___ Task inputs ___

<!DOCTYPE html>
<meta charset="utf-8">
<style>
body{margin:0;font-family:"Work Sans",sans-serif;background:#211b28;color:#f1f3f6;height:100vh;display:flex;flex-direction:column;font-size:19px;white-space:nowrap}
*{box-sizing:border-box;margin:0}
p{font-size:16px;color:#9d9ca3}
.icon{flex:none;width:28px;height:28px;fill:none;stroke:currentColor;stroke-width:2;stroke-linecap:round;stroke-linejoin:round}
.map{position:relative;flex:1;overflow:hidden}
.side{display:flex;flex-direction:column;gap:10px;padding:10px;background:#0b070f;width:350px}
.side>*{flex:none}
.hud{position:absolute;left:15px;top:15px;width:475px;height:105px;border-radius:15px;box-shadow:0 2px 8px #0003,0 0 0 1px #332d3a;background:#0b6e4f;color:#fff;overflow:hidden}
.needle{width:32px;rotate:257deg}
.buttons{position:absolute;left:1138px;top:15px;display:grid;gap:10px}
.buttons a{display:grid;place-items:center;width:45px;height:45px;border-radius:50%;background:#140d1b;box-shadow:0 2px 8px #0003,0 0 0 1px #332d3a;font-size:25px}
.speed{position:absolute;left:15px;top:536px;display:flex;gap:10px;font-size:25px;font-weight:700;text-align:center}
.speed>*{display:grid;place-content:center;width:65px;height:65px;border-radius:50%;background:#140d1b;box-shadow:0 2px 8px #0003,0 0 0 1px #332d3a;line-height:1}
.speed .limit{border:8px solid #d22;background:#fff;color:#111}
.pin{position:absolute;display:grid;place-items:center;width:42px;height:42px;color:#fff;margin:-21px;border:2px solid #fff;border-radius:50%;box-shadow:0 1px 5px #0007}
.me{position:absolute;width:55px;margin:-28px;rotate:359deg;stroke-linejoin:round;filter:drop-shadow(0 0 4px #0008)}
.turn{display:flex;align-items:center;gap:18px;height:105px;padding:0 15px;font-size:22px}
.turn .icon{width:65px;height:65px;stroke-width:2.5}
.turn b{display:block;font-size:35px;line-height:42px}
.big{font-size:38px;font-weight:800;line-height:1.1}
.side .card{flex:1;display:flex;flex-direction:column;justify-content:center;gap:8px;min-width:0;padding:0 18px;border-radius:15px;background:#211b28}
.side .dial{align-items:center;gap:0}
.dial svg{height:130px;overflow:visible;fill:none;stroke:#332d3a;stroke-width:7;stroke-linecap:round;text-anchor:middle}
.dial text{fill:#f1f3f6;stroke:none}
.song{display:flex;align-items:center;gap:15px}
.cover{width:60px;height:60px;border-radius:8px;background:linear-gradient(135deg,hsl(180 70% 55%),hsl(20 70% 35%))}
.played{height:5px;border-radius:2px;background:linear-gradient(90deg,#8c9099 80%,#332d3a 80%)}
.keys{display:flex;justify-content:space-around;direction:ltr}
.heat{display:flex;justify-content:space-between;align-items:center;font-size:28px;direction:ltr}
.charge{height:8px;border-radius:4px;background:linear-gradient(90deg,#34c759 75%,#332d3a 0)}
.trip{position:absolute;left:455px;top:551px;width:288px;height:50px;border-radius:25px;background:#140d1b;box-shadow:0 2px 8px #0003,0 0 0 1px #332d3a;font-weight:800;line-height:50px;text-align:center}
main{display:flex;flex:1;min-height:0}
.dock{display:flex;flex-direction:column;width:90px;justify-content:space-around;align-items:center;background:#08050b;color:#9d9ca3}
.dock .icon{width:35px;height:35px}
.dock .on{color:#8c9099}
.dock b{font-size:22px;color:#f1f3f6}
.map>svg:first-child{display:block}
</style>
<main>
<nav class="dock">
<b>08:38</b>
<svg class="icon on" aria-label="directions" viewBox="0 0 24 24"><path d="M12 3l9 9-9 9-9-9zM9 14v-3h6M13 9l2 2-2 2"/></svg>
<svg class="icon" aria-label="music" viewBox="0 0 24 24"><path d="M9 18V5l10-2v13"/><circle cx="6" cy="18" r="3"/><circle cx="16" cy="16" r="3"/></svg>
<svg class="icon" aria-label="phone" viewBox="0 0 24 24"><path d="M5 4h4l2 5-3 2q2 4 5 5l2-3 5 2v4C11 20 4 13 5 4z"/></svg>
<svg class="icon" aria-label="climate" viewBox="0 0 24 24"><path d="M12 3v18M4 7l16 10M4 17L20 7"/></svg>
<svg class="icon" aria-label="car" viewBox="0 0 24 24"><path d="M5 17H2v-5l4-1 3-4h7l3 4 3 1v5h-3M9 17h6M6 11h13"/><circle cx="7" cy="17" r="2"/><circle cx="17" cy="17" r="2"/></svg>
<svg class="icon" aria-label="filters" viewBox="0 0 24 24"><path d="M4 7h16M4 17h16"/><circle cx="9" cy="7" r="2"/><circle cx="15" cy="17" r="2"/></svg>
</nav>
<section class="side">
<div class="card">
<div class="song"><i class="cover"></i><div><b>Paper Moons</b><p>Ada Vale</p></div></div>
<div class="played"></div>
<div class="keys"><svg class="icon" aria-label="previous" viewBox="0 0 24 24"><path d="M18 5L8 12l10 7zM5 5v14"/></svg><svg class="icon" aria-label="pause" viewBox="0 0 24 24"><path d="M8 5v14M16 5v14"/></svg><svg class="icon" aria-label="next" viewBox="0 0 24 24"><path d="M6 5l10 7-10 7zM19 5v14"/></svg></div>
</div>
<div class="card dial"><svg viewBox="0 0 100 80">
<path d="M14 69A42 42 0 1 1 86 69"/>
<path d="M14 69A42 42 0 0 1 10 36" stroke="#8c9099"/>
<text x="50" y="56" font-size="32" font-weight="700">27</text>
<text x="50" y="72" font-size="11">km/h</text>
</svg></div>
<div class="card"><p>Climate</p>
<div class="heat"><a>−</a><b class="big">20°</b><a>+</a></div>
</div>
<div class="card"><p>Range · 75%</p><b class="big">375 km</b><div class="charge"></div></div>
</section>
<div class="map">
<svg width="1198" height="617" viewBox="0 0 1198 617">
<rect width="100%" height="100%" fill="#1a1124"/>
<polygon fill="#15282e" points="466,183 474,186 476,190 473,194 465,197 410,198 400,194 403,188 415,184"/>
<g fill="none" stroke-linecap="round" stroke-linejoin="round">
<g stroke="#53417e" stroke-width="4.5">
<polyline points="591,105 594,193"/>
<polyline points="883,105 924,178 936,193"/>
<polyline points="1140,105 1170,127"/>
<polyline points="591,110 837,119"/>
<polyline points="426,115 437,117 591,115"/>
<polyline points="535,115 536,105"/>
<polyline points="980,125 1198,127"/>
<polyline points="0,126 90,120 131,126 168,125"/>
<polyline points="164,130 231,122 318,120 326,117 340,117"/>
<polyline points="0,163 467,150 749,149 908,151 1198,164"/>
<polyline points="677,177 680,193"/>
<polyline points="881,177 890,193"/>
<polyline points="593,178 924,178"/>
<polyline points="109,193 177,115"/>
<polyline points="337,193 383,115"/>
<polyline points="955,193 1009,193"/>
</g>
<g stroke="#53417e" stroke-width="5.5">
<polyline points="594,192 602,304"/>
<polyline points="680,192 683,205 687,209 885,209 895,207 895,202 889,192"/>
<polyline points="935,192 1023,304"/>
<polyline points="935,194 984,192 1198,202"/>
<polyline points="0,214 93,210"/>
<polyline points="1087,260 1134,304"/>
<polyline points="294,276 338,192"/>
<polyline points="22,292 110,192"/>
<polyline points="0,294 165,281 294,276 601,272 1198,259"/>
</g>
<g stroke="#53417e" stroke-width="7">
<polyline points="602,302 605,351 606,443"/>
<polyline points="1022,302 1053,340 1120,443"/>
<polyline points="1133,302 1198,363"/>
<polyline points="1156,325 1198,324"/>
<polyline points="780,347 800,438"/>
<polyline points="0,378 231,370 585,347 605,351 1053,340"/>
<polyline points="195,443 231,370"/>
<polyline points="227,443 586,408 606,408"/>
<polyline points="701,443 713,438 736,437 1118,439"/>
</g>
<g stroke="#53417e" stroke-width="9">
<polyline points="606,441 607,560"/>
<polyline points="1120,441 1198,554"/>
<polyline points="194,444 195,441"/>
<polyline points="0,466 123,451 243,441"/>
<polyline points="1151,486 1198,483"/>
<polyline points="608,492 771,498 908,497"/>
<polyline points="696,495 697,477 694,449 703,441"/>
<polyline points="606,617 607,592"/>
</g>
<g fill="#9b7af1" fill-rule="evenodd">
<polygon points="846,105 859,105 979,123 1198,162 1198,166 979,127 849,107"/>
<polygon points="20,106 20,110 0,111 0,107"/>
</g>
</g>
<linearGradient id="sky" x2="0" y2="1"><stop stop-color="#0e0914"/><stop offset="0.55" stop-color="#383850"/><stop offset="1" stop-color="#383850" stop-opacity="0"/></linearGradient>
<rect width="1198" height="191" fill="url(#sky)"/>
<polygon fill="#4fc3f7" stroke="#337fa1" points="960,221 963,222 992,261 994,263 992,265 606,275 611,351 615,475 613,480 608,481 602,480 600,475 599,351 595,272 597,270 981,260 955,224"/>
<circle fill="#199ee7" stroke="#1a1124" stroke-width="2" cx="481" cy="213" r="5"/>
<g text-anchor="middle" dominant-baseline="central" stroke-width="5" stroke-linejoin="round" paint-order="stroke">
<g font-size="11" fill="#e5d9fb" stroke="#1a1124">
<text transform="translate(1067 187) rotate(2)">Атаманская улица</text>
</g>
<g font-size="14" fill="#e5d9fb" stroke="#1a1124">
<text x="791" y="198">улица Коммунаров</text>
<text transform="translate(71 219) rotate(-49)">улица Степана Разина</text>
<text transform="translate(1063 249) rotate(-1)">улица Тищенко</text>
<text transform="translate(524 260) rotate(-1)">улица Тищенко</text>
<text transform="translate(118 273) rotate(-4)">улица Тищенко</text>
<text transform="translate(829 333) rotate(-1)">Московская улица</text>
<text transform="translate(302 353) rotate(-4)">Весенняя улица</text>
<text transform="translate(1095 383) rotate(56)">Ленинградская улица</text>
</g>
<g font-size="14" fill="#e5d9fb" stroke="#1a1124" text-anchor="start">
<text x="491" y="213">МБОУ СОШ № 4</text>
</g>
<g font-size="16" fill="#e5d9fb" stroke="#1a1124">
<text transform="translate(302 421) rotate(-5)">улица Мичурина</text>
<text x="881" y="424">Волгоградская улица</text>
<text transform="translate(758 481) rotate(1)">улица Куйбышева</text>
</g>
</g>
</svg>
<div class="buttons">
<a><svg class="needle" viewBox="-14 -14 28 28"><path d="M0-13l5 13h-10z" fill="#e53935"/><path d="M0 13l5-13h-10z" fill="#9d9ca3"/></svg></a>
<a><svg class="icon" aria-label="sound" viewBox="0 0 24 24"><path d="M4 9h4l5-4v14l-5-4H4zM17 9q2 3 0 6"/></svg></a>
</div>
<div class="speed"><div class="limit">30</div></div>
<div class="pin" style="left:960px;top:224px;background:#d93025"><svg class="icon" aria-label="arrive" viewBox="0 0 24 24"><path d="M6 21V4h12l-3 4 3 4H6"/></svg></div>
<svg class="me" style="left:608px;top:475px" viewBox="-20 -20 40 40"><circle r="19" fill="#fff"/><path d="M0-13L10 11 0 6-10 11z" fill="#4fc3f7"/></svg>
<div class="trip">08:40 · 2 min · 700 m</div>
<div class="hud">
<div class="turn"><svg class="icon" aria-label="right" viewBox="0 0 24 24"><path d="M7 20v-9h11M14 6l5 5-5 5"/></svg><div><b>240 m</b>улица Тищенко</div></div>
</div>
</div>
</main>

___

For the records above, tally the lines in which "weight" appears, and give the number by itself.

4